Да, перебрали чуток. Не помню, Толяну сегодня нужно было идти на работу? Или он уже принял экзамены? Он не особенно тщательно их принимает. Филонит и делает скидку на то, что студенты платят за обучение, а значит, имеют право, чтобы их не особенно мучили. Я потому и не иду на коммерцию. У меня всё по-честному! Было по-честному. А теперь…
Зато теперь я имею законное право лежать, отходить от вчерашнего. И никуда не спешить. Поднимаюсь, тащу себя в кухню. Наполняю стакан до краёв. Выпиваю практически залпом. И чего я напился вчера? Да не выдержал просто! Навалилось всё сразу. Виталя, работа, ещё и мамин звонок. Не хочу даже думать об этом. О том, как жить дальше! Хочу просто лежать и болеть. Что и делаю. Возвращаюсь в комфортную спальню. Где задёрнуты жалюзи. Где так приятно меня обнимает постель. И даже подушка ещё до сих пор хранит запах Витали…
Тут телефон дребезжит. Отключился режим «не беспокоить»? Жаль! Надо было продлить до полудня. Я нехотя думаю: «Может, не брать?». Ну, кто там ещё может быть? Наверняка, не с работы. На кой чёрт я им сдался? Виталя подавно не станет звонить. Каково же моё удивление, когда на экране смартфона я вижу её.
Откашлявшись, делаю вдох. Отвечаю:
— Алло!
— Костя? — журчит голосок. И я понимаю, как сильно скучал! Закрываю глаза и валюсь на подушку. Буду слушать его с закрытыми глазами.
— Костя на проводе, — отвечаю в шутливой манере. Сквозь боль в голове я способен шутить!
— Ты на работе сейчас? У меня к тебе дело! — вставляет Виталя.
— Я…, - я пытаюсь понять, как лучше ответить ей, «где я», — Я на работе, а что?
Решаю придать себе веса в её глазах. Но эта потребность выходит мне боком. Виталя бросает:
— Я еду к тебе в институт! Нужно поговорить!

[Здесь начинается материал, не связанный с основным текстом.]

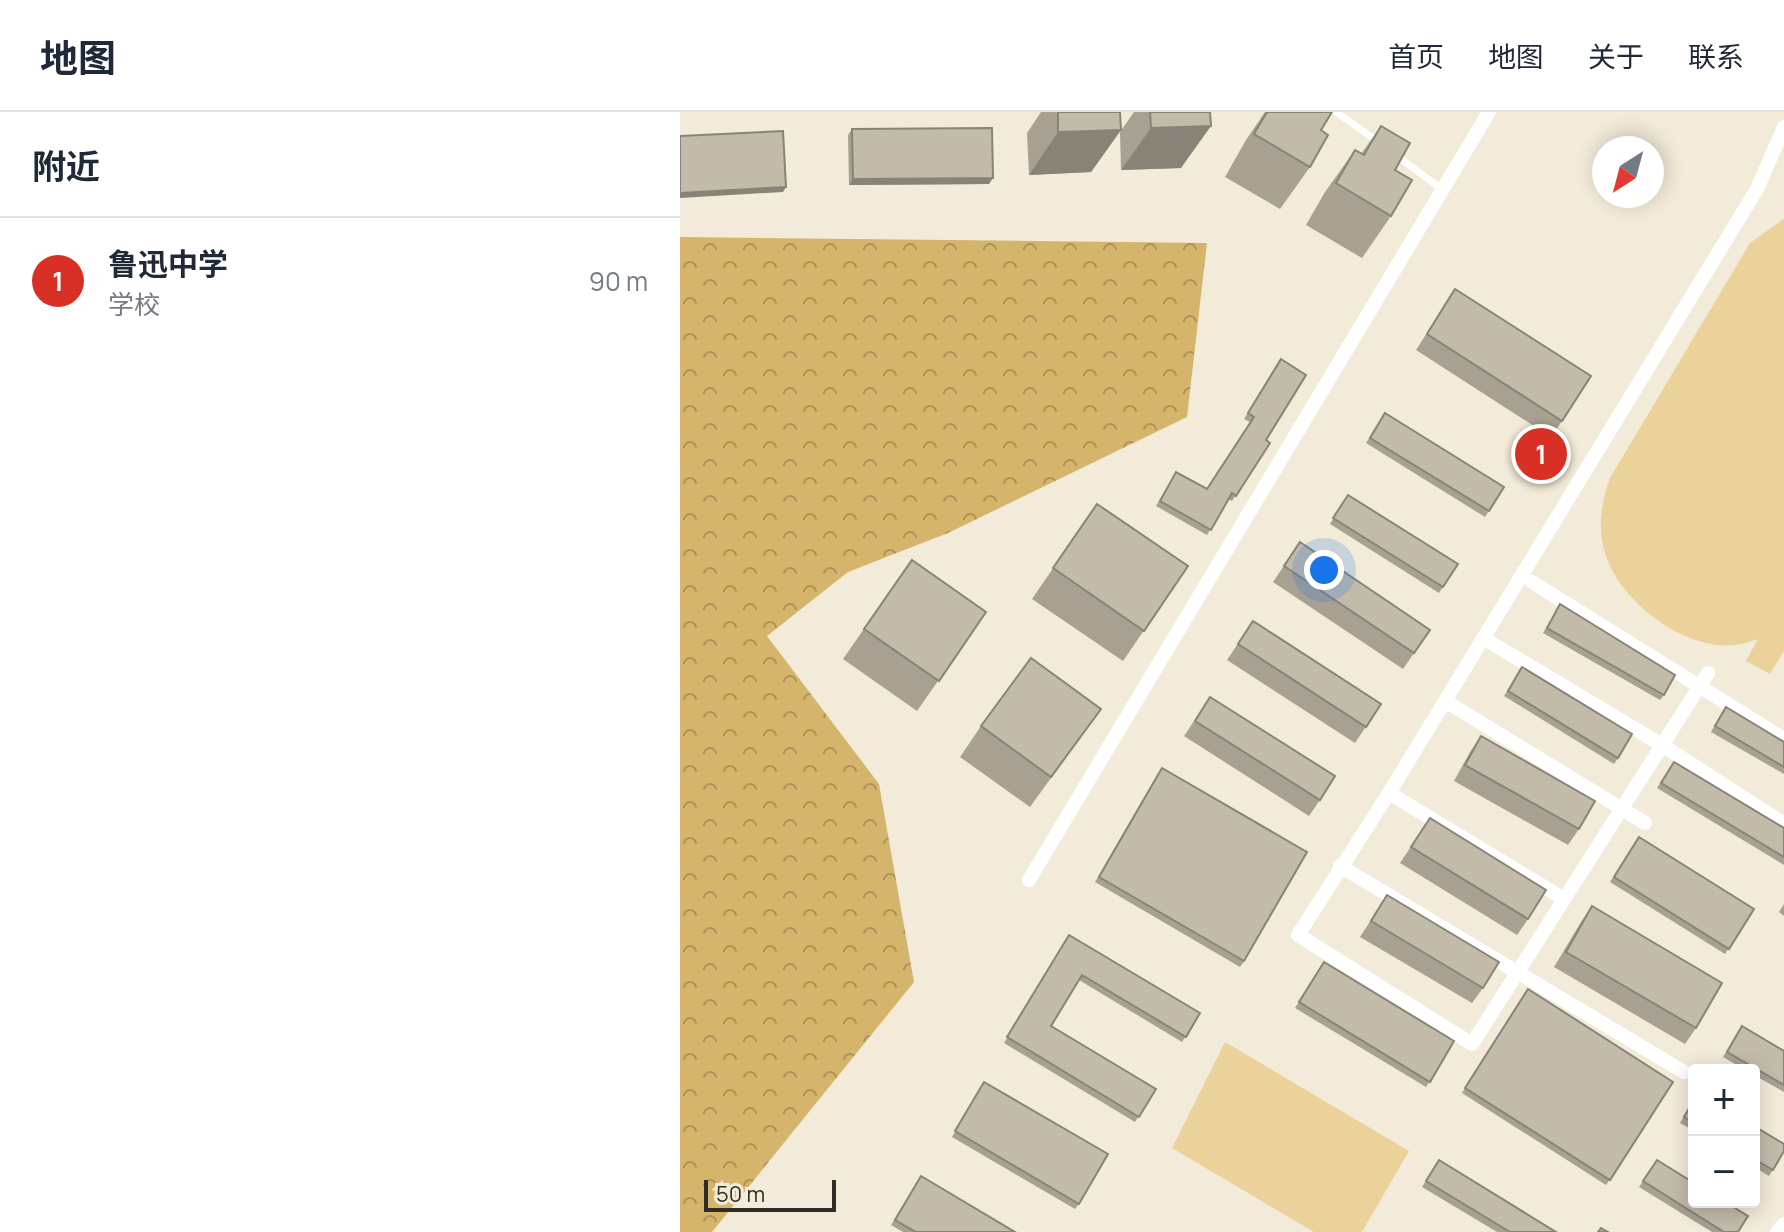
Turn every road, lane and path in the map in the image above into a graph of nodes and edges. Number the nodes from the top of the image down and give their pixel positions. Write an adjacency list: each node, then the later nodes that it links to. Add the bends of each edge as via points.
1 (1336, 112): 4 (lane)
2 (1489, 112): 4 (street)
3 (1784, 127): 6 (street, via 1757,189)
4 (1443, 190): 17 (street)
5 (1532, 582): 8 (street)
6 (1483, 638): 9 (street); 11 (street)
7 (1708, 673): 8 (street)
8 (1699, 687): 10 (street); 11 (street)
9 (1445, 701): 12 (street); 13 (street)
10 (1784, 739)
11 (1662, 745): 13 (street); 15 (street)
12 (1389, 793): 16 (street); 18 (street)
13 (1621, 809): 14 (street); 18 (street)
14 (1645, 823)
15 (1784, 824)
16 (1340, 866): 19 (street); 19 (street, via 1298,935 1472,1044)
17 (1029, 880)
18 (1564, 899): 19 (street)
19 (1518, 972): 20 (street)
20 (1684, 1072)
21 (1784, 1224): 22 (street)
22 (1777, 1232)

Она за рулём. Слышу гул на заднем плане. О, Боже мой! Нет! Только не это…
— А… Нет! Я не на работе. Я дома сегодня. Это я так сказал… По привычке. Я в смысле, дома работаю. Вот и сказал.

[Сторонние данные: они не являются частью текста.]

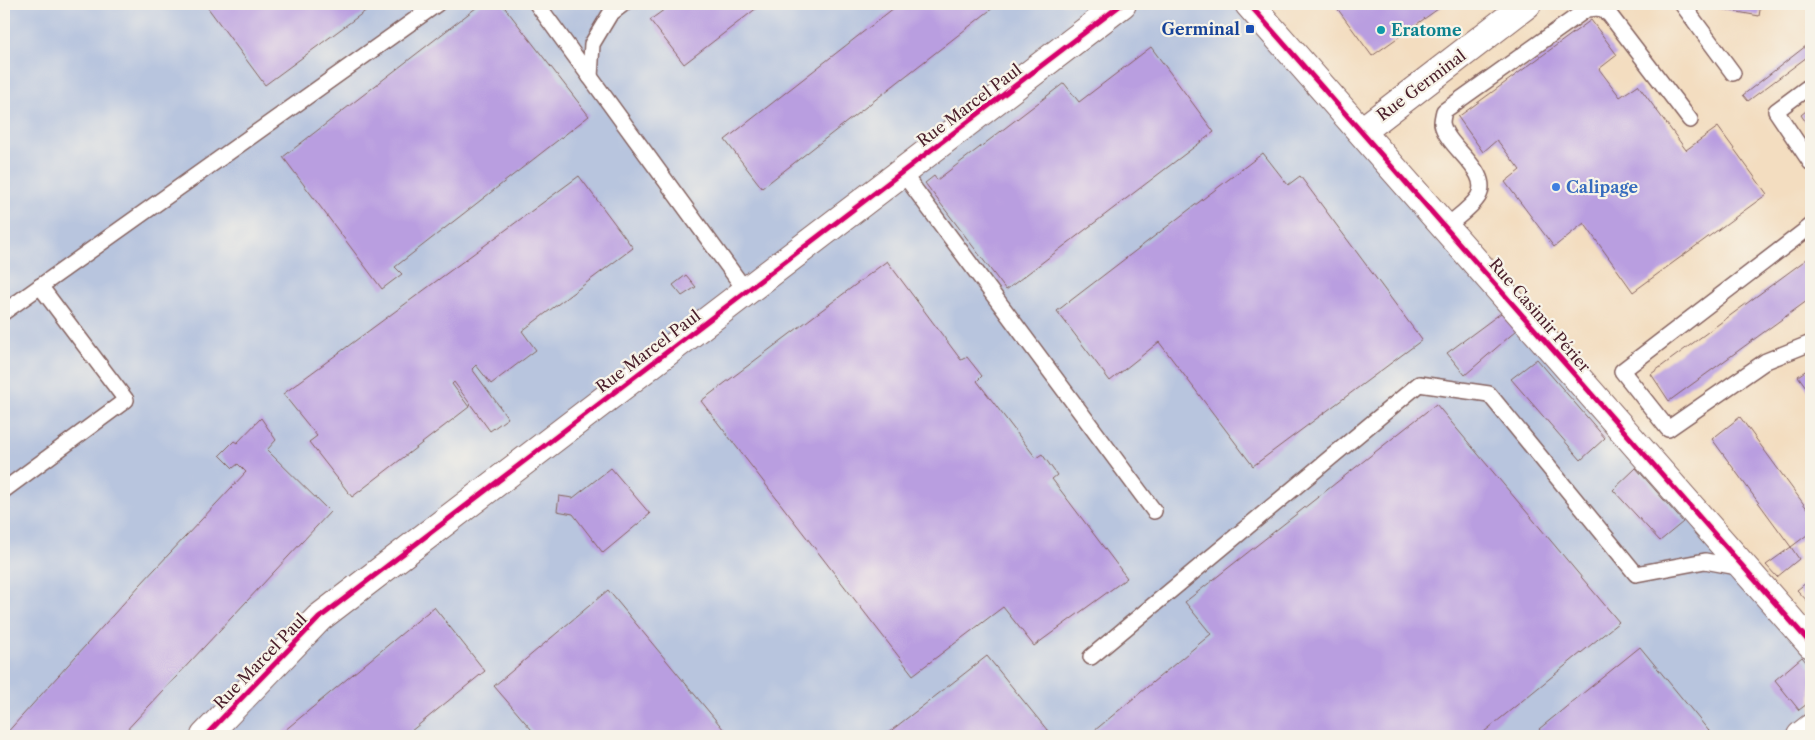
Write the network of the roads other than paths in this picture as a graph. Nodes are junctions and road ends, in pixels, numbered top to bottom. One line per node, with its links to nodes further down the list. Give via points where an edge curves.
1 (437, 4): 17 (lane)
2 (537, 4): 9 (lane)
3 (623, 4): 9 (lane, via 610,14 592,44)
4 (1122, 4): 14 (street, Rue Marcel Paul)
5 (1249, 4): 12 (street, Rue Casimir Périer)
6 (1527, 4): 12 (street, Rue Germinal)
7 (1682, 4): 8 (lane)
8 (1733, 73)
9 (590, 78): 18 (lane)
10 (1811, 85): 13 (lane, via 1776,111)
11 (1690, 120): 16 (lane, via 1610,14 1599,8 1587,9 1444,112 1442,123 1448,136 1479,177 1482,189 1477,199)
12 (1362, 131): 16 (street, Rue Casimir Périer)
13 (1811, 163)
14 (902, 172): 18 (street, Rue Marcel Paul); 22 (lane)
15 (1811, 226): 20 (lane, via 1622,372 1668,429 1766,361)
16 (1446, 227): 23 (street, Rue Casimir Périer)
17 (40, 286): 19 (lane); 21 (lane, via 126,400)
18 (746, 291): 27 (street, Rue Marcel Paul, via 319,618)
19 (4, 312)
20 (1811, 343)
21 (4, 490)
22 (1154, 511)
23 (1746, 568): 24 (street, Rue Casimir Périer); 25 (lane, via 1705,561 1636,574 1489,394 1419,384)
24 (1811, 644)
25 (1091, 657)
26 (1811, 728): 28 (street)
27 (205, 736)
28 (1801, 736)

«Ох, тону я тону», — попрекаю себя. Это ж надо было так вляпаться. Не дай боже, она уже там. Ей расскажут! Как пить дать, расскажут.
Но Вита бросает, слегка удивлённо:
— Ты дома? С чего был? А впрочем… Какая мне разница! Так даже лучше. Так вот, я приеду сейчас.

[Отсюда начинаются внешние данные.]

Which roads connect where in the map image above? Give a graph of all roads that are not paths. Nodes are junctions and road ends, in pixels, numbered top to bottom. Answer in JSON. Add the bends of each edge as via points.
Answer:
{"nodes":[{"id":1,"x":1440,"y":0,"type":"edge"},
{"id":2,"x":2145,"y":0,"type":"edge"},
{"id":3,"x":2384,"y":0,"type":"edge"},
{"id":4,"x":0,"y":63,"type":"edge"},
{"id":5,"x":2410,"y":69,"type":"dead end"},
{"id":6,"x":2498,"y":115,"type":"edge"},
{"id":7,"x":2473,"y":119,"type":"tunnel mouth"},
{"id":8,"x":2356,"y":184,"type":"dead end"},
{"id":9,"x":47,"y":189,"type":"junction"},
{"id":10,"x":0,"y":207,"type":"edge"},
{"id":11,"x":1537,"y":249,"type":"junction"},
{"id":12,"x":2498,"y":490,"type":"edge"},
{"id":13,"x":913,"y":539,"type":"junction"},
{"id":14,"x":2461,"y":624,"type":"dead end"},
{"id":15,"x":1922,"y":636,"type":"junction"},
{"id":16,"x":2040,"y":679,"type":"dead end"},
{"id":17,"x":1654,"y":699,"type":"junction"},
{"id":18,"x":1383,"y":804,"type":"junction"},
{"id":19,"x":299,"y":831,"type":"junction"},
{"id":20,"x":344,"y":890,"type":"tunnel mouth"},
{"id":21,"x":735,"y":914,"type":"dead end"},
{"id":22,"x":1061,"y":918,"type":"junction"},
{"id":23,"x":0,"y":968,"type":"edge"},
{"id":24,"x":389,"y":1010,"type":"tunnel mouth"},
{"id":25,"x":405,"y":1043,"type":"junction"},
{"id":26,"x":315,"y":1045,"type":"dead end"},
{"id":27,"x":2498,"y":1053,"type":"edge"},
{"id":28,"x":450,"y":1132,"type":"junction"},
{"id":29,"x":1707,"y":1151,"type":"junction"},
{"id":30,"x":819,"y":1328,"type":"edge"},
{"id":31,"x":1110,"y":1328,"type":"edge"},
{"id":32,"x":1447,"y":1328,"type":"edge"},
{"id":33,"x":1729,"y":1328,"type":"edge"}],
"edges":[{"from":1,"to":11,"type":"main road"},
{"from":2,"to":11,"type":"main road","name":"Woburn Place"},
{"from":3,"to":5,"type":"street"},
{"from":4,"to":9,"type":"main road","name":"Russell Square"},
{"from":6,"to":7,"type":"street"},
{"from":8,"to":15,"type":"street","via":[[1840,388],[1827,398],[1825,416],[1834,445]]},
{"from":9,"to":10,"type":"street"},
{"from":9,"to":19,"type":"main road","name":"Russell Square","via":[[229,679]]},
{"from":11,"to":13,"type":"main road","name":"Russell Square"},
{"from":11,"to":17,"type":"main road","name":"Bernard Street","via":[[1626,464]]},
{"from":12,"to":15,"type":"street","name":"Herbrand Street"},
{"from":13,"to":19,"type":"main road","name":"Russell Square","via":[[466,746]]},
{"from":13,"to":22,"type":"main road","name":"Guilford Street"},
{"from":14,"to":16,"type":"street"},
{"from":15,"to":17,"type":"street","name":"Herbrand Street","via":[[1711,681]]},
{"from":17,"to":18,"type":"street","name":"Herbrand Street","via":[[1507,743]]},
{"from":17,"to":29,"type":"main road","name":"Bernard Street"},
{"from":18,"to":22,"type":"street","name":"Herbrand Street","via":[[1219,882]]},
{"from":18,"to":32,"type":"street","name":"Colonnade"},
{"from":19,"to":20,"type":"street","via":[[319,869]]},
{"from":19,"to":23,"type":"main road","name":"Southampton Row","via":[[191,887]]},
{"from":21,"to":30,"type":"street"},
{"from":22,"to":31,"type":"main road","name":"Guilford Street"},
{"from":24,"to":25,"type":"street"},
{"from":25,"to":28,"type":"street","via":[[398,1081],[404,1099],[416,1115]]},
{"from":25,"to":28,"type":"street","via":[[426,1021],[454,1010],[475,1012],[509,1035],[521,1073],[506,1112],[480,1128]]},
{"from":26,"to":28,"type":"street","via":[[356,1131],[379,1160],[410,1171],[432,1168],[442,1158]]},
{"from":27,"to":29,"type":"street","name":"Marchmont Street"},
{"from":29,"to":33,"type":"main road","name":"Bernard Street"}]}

— А что за срочность? — пытаюсь понять. Представляю, как выгляжу. А уж как пахну… В таком виде встречать Виталину нельзя. А встать, даже ради того, чтобы выглядеть лучше… Смогу ли?
— Дело касается Майи! — бросает она.
В голове проясняется. Майи? Какие такие дела могут касаться её? В мыслях разное… Вита сказала ей, кто её папа. А Майка… Что Майка? Рассорилась с ней? Отреклась от обоих? Хотела свести счёты с жизнью? О, Господи!
— Она жива? С ней всё в порядке? — тороплюсь уточнить.
И поднявшись достаточно резко, получаю мощнейший космический бум. В голове млечный путь. Столько звёзд, что ладони не видно.
— Физически, да! А вот душевно… Я бы не была так уверена, — усмехается Вита.
И я не берусь выяснять, что к чему. Вопрошаю единственно:
— Ты уже близко?
— Ещё минут двадцать, а что? — её голос становится едким, — У тебя будет время, чтобы выгнать Милану. Ей это слышать не обязательно!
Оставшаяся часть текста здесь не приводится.